December 17, 2023
Third Sunday of Advent
Isaiah 61:1-2, 10-11
1 Thessalonians 5:16-24
John 1:6-8, 19-28
This Sunday, “Rejoice!” seems to be the password for the journey from Advent into the season of Christmas. “I rejoice heartily,” professes the poet and prophet Isaiah, “heartily in the Lord.” “Rejoice!” urges the Letter of Paul to the Thessalonians, “Rejoice always.”
Dare we rejoice, however, when the world is in pain and humanity pulsates with war, when planet earth seems to be fading in its brilliance, when children cry for food with a voice that echoes in their throats?
Dare we rejoice when patience finds no home in our discourse, when truth is labeled as a lie, and when intolerance is praised while understanding and compromise are cursed?
Dare we rejoice when the chasm between the rich and the poor grows day by day, when the rains of violence in our cities seems to thunder unabated, when diversity among us is sought to be erased?
With so much suffering in human life, we hesitate to rejoice lest we insult those who suffer.
In a poem entitled “A Brief for the Defense,” poet Jack Gilbert insists we must live with joy even though life is not all we would hope it to be. Why? Because God has created us for joy.
Sorrow everywhere. Slaughter everywhere. If babies / are not starving someplace, they are starving / somewhere else. With flies in their nostrils. / But we enjoy our lives because that’s what God wants. / Otherwise the mornings before summer dawn would not / be made so fine.
Indeed, do we dare not rejoice? Without joy, the Devil grins and dances a jig. Without joy, God’s Spirit is quenched.
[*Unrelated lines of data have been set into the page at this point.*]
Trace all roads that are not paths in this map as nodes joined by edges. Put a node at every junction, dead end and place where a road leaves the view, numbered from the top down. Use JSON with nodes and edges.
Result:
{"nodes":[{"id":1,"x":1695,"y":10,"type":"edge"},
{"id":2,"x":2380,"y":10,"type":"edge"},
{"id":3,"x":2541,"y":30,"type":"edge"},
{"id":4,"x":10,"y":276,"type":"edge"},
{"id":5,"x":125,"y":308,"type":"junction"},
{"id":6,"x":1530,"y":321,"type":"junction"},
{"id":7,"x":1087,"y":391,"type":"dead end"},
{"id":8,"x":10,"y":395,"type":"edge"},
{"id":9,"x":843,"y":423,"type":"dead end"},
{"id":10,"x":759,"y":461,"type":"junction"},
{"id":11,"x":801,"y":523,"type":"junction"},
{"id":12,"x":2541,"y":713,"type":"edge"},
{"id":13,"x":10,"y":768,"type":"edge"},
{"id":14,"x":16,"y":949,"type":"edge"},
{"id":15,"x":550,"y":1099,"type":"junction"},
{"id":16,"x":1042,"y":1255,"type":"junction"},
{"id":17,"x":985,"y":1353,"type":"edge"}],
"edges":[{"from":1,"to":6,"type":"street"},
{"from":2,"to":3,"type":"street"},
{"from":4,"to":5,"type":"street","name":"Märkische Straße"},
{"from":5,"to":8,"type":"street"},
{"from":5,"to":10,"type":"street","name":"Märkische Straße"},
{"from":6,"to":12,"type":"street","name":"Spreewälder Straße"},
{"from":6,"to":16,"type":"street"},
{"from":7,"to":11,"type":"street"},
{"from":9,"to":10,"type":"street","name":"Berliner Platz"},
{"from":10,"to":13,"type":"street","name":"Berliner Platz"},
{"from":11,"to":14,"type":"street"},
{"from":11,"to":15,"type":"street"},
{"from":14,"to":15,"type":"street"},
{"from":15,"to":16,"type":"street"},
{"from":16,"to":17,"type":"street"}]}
Without joy, God is indeed dead, for joy is the most infallible sign of the presence of God.
The poet goes on to say that we must risk being a people of joy for the sake of those who struggle,
If we deny our happiness, resist our satisfaction, / we lessen the importance of their deprivation. / We must risk delight. We can do without pleasure, / but not delight. Not enjoyment. We must have / the stubbornness to accept our gladness in the ruthless / furnace of this world. To make injustice the only / measure of our attention is to praise the Devil.
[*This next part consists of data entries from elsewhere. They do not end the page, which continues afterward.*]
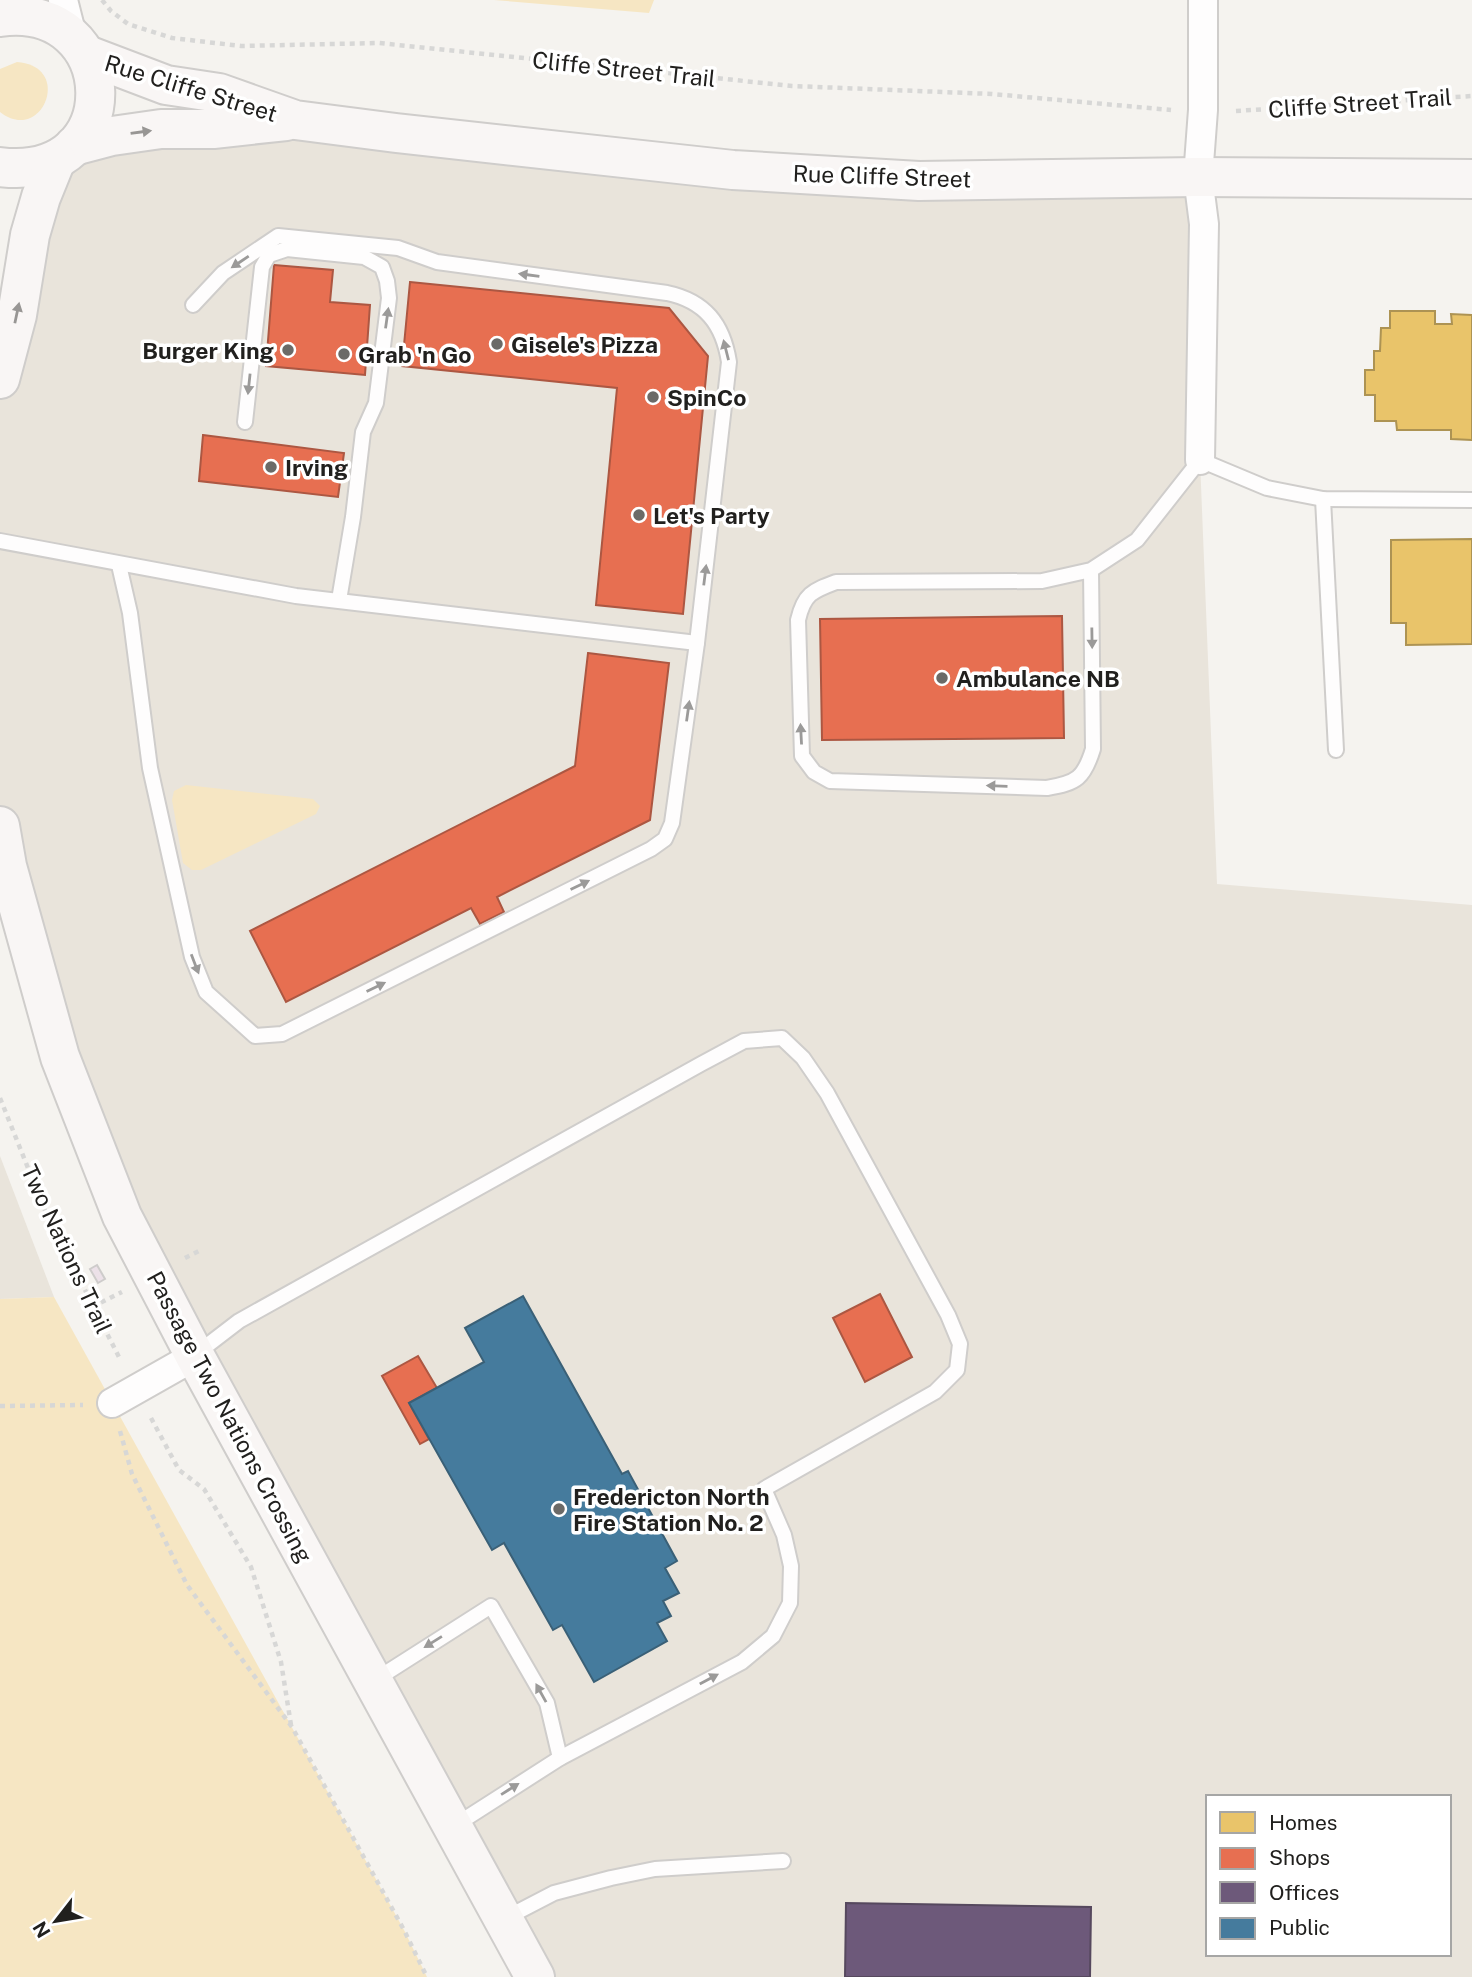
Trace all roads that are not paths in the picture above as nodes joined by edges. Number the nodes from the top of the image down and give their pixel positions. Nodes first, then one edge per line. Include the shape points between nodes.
1 (63, 0) edge
2 (1203, 0) edge
3 (0, 17) edge
4 (80, 46) junction
5 (295, 120) junction
6 (65, 153) junction
7 (0, 167) edge
8 (1198, 177) junction
9 (1472, 179) edge
10 (193, 305) dead end
11 (0, 379) edge
12 (245, 422) dead end
13 (1200, 460) junction
14 (1323, 499) junction
15 (1472, 500) edge
16 (0, 541) edge
17 (120, 565) junction
18 (1091, 570) junction
19 (339, 600) junction
20 (697, 643) junction
21 (1336, 750) dead end
22 (0, 826) edge
23 (195, 1356) junction
24 (112, 1403) road end
25 (374, 1681) junction
26 (560, 1758) junction
27 (453, 1826) junction
28 (783, 1861) dead end
29 (503, 1919) junction
30 (535, 1977) edge

1 - 4 street
2 - 8 street
3 - 4 main road, Rue Cliffe Street via 39,17 57,24
4 - 5 main road, Rue Cliffe Street via 166,85 219,93
4 - 6 main road via 95,79 96,103 89,126
6 -> 5 main road, Rue Cliffe Street via 112,136
5 - 8 main road, Rue Cliffe Street via 733,170 919,181
6 - 7 main road, Rue Cliffe Street via 38,167
11 -> 6 main road via 40,197
8 - 9 main road, Rue Cliffe Street
8 - 13 street via 1205,224
20 -> 10 lane via 729,362 726,344 704,309 667,293 437,262 398,248 278,236 223,273
19 -> 12 lane via 363,432 376,403 390,299 382,267 364,257 287,249 269,255 262,267
13 - 14 lane via 1267,488
13 - 18 lane via 1137,540
14 - 15 lane
14 - 21 lane
16 - 17 lane
17 - 19 lane
17 -> 20 lane via 150,768 191,957 206,992 255,1036 282,1034 665,839 672,823
18 -> 18 lane via 1093,748 1087,768 1070,784 1047,788 830,781 814,772 803,756 798,620 802,603 817,589 836,583 1042,581
19 - 20 lane
22 - 23 main road, Passage Two Nations Crossing via 60,1057 122,1216
23 - 24 street
23 - 25 main road, Passage Two Nations Crossing
26 -> 23 lane via 742,1662 773,1636 790,1604 791,1566 784,1535 764,1489 935,1392 957,1370 960,1344 948,1315 827,1093 803,1058 782,1038 744,1041 239,1321
26 -> 25 lane via 547,1703 491,1606
25 - 27 main road, Passage Two Nations Crossing
27 -> 26 lane
27 - 29 main road, Passage Two Nations Crossing
28 - 29 lane via 655,1869 611,1878 554,1892
29 - 30 main road, Passage Two Nations Crossing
Yes, indeed, God has created us for joy, for without it this fractured world can never be healed, can never dream of peace as possible, can never make justice blossom.
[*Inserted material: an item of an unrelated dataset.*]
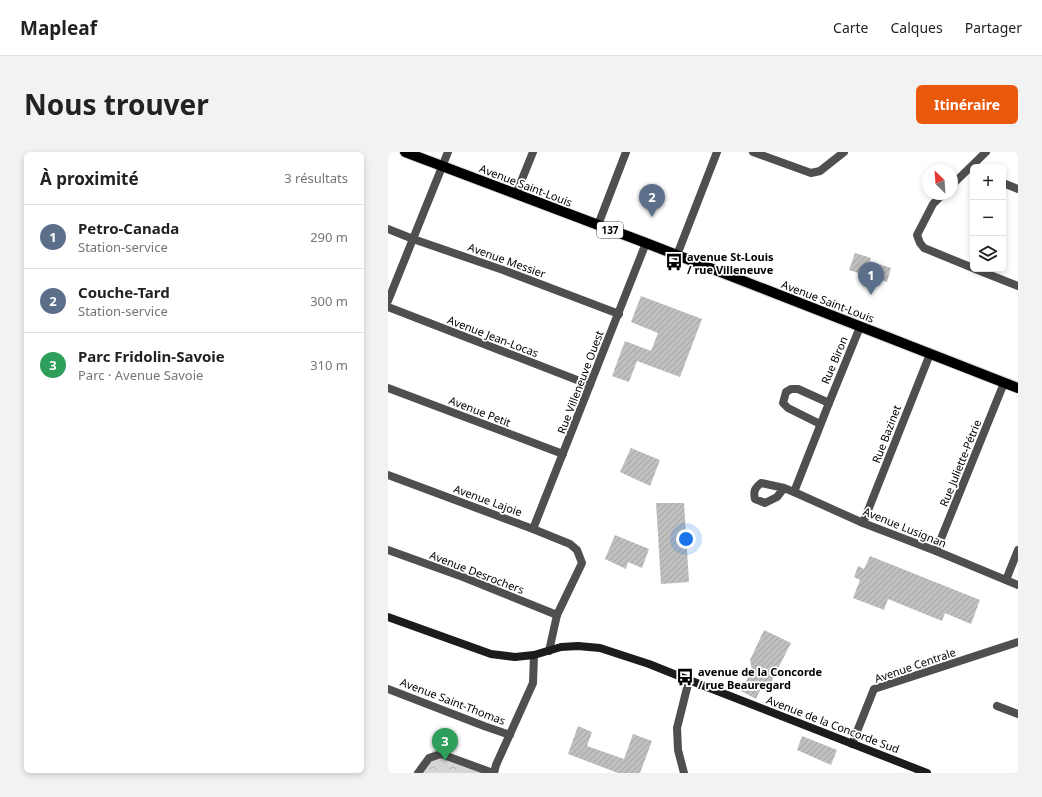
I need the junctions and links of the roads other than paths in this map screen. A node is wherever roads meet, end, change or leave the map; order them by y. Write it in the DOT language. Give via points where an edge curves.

On an autumn day, a cluster of us who had gathered wondered aloud what it was that made joy be joy. So much more than simply being happy, we thought, or having a cold beer on a hot summer day, or a day free from work or school.
We do not live with joy because we are blind about what is but because we see with new and different eyes. Joy is goodness even when much of life says it is not so. Joy is living with hope even when we find ourselves in the shadows.
How is it that some find themselves living with an inner joy even amid the struggles and distractions and demands of those around them?
How is it that while poverty can sag the human spirit, drag it down and all but seem to cripple hope, yet there will be those who live with little yet also with the joy of being surrounded by those they love and those who love in return? By some mysterious ability they shrug off misfortune, treasure the little life has given, and laugh in the face of what is — side by side, poverty and joy. How is that so?
Contrary to all that would be thought true, how is it that there are those who find themselves making their final journey into the beyond, yet are able to live their final days with a peaceful joy that life has been a blessing beyond anything to be deserved — side by side, the dying and the joying. How is that so?
Joy can buoy us in the darkest of times. It can renew us when all else seems to fail. Joy can undo loneliness even when we find ourselves alone. It can surprise us beyond expectations. When we seek joy, it eludes us. When we try to buy it, it evaporates. Yet joy will seep through the cracks of life’s perpetual assaults. In the lyrics of the song “Anthem” by Leonard Cohen, “There is a crack in everything, it’s how the light gets in.”
The person of faith cannot help but live with joy for joy is the most infallible sign of the presence of God.
What is the difference between happiness and joy?
What does the poet mean when he writes, “to make injustice the only measure of our attention is to praise the Devil?”